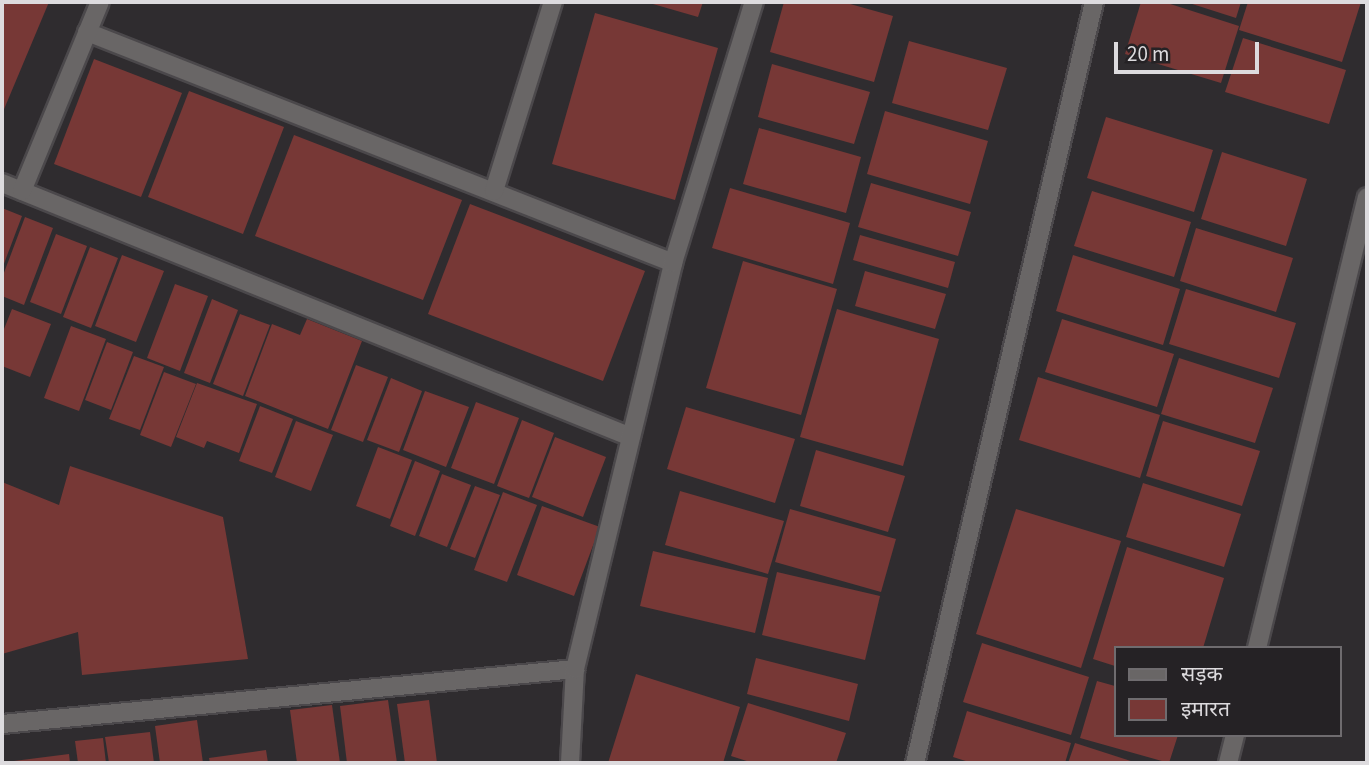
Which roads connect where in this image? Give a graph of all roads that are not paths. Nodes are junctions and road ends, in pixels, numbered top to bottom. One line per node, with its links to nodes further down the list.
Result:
1 (100, 2): 5 (street)
2 (553, 2): 8 (street)
3 (754, 2): 10 (street)
4 (1094, 2): 17 (street)
5 (88, 32): 7 (street); 8 (street)
6 (2, 183): 7 (street)
7 (22, 191): 11 (street)
8 (494, 191): 10 (street)
9 (1367, 197): 12 (street)
10 (673, 263): 11 (street)
11 (631, 437): 13 (street)
12 (1257, 646)
13 (575, 669): 14 (street); 16 (street)
14 (2, 724)
15 (1234, 737): 18 (street)
16 (570, 763)
17 (915, 763)
18 (1228, 763)

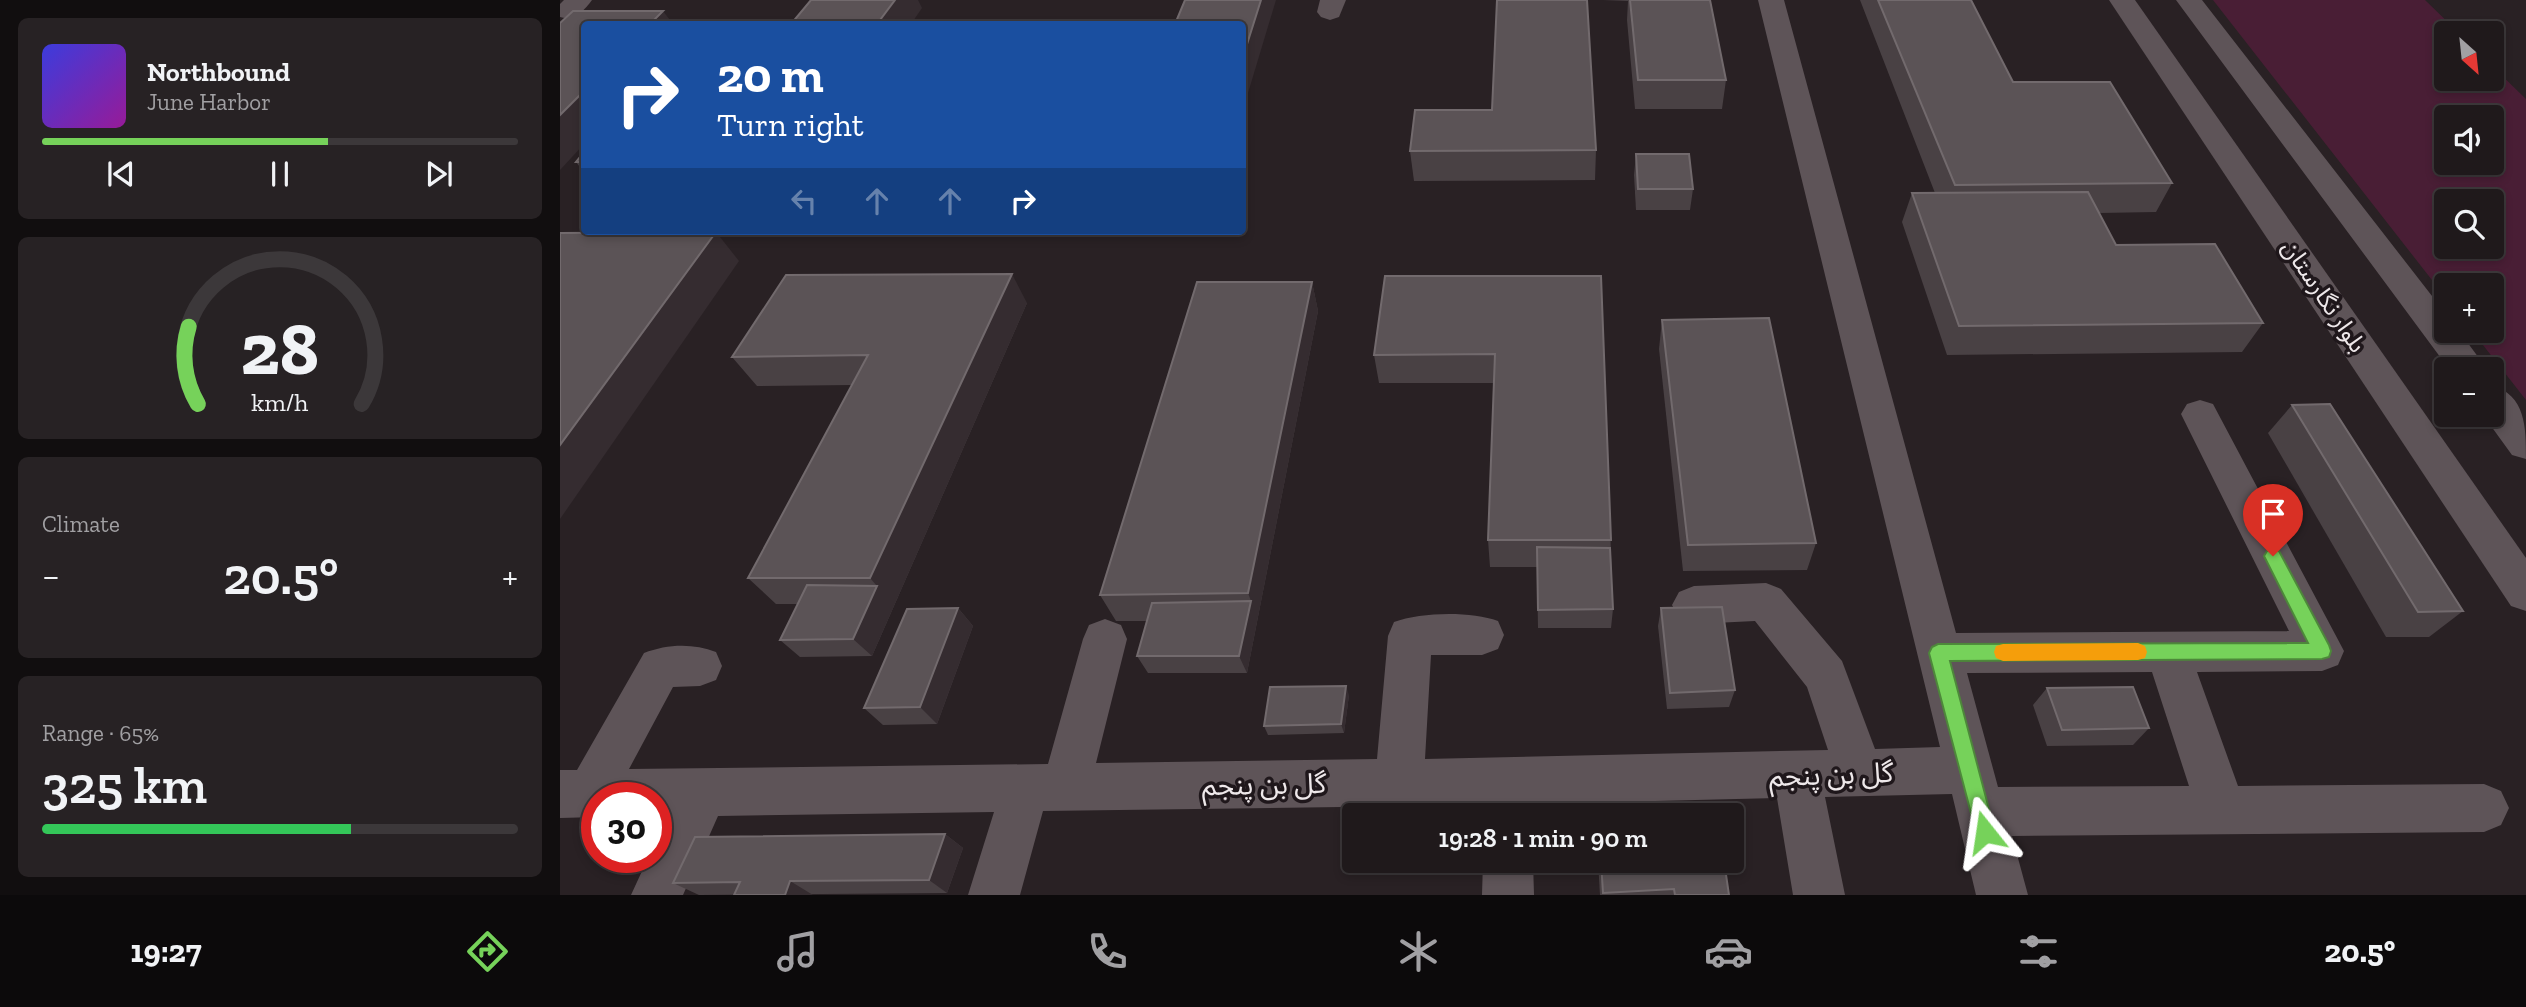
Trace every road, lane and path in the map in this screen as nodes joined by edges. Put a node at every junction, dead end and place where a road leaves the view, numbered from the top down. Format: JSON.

__PROBLEM__.
Return an exact transcription of the entries above, excluding each image.

__SOLVED EXERCISE__.
Which roads connect where in this image? Give a graph of all roads that are not paths. Nodes are junctions and road ends, in pixels, numbered top to bottom. One line per node, with its links to nodes further down the list.
Result:
1 (100, 2): 5 (street)
2 (553, 2): 8 (street)
3 (754, 2): 10 (street)
4 (1094, 2): 17 (street)
5 (88, 32): 7 (street); 8 (street)
6 (2, 183): 7 (street)
7 (22, 191): 11 (street)
8 (494, 191): 10 (street)
9 (1367, 197): 12 (street)
10 (673, 263): 11 (street)
11 (631, 437): 13 (street)
12 (1257, 646)
13 (575, 669): 14 (street); 16 (street)
14 (2, 724)
15 (1234, 737): 18 (street)
16 (570, 763)
17 (915, 763)
18 (1228, 763)

Trace every road, lane and path in the map in this screen as nodes joined by edges. Put a node at every junction, dead end and place where a road leaves the view, numbered from the top down. Format: JSON.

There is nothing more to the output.